I'm not arguing, I'm talking on an internet forum.

My point was that the overriding force on the hills is gravity, hence weight (bike plus cyclist) is generally the overriding factor. Whereas, on the flat, my understanding is that wind resistance and friction are more of an issue.

That's correct isn't it? It's a long time since I studied physics.


----------



## black'n'yellow (6 Nov 2012)

Decelleration is the net outcome in all of those cases. That is the only 'force' (if you want to call it that) which needs to be overcome..


----------



## User6179 (6 Nov 2012)




----------



## ColinJ (6 Nov 2012)

As has been said above - weight mainly affects climbing speed.

If you really want to play with the numbers, it is is quite instructive to spend an hour or two plugging different values into this online cycling calculator!


----------



## MattHB (6 Nov 2012)

ColinJ said:


> As has been said above - weight mainly affects climbing speed.
> [/URL]!



And acceleration on the flat


----------



## potsy (6 Nov 2012)

ColinJ said:


> As has been said above - weight mainly affects climbing speed.


So how come you are so fast..........downhill?


----------



## ColinJ (6 Nov 2012)

MattHB said:


> And acceleration on the flat





potsy said:


> So how come you are so fast..........downhill?


_"Mainly ..." _ 

Okay, yes, heavy objects are harder to accelerate and decelerate than lighter ones, but they don't take much more energy to keep rolling atop a bicycle. They are also harder to lug up hills, but they are better at plunging downhill than lighter ones, _in the presence of an atmosphere_!


----------



## 400bhp (6 Nov 2012)

what did you study at Uni Colin?


----------



## black'n'yellow (6 Nov 2012)

ColinJ said:


> As has been said above - weight mainly affects climbing speed.


 
weight affects any situation where the bike needs to be accelerated.


----------



## ColinJ (6 Nov 2012)

400bhp said:


> what did you study at Uni Colin?


Electronic Engineering.


black'n'yellow said:


> weight affects any situation where the bike needs to be accelerated.

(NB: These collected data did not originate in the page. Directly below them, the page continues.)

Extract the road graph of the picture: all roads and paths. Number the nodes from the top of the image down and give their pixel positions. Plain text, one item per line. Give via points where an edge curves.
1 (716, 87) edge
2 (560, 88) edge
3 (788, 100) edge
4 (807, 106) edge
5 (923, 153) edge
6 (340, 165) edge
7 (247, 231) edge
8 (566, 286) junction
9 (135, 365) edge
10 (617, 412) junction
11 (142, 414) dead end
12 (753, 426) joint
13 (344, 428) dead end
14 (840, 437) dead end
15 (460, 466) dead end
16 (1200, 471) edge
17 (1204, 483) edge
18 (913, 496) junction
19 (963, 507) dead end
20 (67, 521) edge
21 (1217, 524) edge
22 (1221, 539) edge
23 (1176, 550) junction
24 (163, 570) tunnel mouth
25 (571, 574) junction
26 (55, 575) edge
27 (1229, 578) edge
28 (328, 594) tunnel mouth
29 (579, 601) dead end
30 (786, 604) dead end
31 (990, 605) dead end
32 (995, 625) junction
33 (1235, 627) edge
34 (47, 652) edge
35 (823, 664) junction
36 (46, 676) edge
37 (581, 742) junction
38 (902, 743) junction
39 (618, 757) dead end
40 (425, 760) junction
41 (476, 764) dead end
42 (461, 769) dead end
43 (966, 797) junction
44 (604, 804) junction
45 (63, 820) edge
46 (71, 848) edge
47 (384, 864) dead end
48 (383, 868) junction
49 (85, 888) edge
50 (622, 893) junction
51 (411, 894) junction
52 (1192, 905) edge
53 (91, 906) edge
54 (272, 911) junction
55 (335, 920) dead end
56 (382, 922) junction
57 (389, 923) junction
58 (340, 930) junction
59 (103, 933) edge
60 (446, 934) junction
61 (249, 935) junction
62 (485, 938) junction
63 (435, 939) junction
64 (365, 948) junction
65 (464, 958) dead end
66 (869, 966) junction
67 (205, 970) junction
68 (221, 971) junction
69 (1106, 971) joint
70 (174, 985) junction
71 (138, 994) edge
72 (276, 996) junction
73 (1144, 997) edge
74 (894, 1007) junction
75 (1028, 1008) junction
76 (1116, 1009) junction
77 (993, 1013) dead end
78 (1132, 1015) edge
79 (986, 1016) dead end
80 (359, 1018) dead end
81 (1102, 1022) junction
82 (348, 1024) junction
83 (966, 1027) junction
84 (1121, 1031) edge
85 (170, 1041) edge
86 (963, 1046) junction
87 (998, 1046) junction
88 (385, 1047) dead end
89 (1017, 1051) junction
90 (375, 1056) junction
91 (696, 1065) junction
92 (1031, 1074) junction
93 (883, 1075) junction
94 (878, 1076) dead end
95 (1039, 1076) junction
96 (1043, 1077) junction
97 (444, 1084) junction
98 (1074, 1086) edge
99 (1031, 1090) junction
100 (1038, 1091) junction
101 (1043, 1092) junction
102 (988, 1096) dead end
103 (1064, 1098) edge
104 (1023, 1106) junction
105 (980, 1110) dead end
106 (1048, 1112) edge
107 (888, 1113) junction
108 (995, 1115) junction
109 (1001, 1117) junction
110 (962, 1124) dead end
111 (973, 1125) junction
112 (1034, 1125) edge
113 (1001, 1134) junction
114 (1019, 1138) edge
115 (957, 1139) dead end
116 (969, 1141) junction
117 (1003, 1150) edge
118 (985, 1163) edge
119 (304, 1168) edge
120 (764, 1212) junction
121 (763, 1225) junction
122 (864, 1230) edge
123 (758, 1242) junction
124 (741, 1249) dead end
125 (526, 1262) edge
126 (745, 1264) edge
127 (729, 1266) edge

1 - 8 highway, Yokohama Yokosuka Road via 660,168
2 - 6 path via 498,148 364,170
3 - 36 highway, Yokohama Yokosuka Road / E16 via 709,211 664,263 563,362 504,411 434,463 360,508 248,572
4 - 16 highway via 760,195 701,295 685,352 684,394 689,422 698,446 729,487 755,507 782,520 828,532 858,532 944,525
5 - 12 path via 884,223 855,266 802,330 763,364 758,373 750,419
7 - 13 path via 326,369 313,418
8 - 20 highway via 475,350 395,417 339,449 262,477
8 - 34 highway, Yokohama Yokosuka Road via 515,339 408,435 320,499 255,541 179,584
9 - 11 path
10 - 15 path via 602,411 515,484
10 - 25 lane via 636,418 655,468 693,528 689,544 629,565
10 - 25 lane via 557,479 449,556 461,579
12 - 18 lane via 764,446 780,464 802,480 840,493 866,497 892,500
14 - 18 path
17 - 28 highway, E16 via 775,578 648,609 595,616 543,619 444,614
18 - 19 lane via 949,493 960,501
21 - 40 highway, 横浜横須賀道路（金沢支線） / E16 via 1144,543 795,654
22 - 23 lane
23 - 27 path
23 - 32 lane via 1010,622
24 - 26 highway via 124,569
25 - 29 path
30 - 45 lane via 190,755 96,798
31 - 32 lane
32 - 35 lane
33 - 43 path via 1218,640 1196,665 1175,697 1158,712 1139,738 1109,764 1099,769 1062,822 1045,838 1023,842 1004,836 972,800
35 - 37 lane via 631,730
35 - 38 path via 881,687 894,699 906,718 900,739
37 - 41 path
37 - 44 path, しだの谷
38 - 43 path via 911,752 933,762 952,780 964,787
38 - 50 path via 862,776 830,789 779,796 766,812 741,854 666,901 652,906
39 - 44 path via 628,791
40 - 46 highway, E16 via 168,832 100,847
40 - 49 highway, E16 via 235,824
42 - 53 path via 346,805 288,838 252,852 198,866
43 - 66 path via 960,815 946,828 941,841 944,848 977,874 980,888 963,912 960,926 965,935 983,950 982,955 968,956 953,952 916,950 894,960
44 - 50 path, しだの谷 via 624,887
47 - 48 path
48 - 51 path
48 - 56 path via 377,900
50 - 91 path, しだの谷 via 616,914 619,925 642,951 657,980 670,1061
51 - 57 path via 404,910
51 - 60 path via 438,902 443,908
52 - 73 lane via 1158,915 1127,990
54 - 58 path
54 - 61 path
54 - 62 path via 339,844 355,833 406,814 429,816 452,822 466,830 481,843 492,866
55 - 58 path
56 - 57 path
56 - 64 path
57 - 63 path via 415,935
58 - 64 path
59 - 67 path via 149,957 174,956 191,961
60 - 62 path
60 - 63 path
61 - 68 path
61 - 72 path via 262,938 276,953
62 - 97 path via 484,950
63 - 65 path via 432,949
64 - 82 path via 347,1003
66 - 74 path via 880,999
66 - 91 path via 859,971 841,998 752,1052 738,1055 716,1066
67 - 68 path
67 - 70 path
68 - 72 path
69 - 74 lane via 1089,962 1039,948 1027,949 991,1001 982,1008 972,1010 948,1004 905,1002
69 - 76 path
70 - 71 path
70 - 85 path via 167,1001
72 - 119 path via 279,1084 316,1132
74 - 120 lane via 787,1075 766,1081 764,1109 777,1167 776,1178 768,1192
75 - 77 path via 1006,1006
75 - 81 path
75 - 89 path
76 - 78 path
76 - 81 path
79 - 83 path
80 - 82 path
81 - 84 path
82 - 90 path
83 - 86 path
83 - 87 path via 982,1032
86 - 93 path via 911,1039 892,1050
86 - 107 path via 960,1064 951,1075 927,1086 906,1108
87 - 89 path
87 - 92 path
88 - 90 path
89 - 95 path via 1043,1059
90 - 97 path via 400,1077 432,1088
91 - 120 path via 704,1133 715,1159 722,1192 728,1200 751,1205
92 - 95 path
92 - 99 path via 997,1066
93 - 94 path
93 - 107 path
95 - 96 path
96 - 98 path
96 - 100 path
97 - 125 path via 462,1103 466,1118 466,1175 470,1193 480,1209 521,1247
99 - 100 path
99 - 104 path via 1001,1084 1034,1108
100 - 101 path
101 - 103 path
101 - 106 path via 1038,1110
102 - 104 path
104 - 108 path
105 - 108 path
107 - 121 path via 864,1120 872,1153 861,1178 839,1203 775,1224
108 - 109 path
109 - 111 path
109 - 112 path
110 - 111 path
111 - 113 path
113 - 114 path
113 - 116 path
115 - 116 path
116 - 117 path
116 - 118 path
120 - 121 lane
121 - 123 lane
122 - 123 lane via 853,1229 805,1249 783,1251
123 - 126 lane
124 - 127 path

Well, strictly it is Mass, but there is a direct correlation between the two!


----------



## ColinJ (6 Nov 2012)

On a well-maintained bicycle, frictional losses in the transmission and rolling resistance of the tyres are small compared with the effect of wind resistance when riding at a reasonable speed. Frictional losses _are_ increased by increased weight, but that is an increase in something small so we can pretty much ignore it. What really matters on the flat is how weight and wind resistance are related. Wind resistance is proportional to frontal area and weight to volume.

If you imagine a cube whose sides are 1 metre in length, then the area of one face is 1 sq.metre and its volume is 1 cubic metre. Now double the length of the sides. The area of one side is now 4 sq.metres but the volume is increased to 8 cubic metres i.e. volume increases much quicker than area with increasing size. Big cyclists don't suffer increases in wind resistance in proportion to their weight. Bigger cyclists tend to be more powerful than smaller ones, assuming that their size isn't entirely due to fat! For that reason, bigger cyclists tend to have an advantage over smaller cyclists on the flat, especially into headwinds.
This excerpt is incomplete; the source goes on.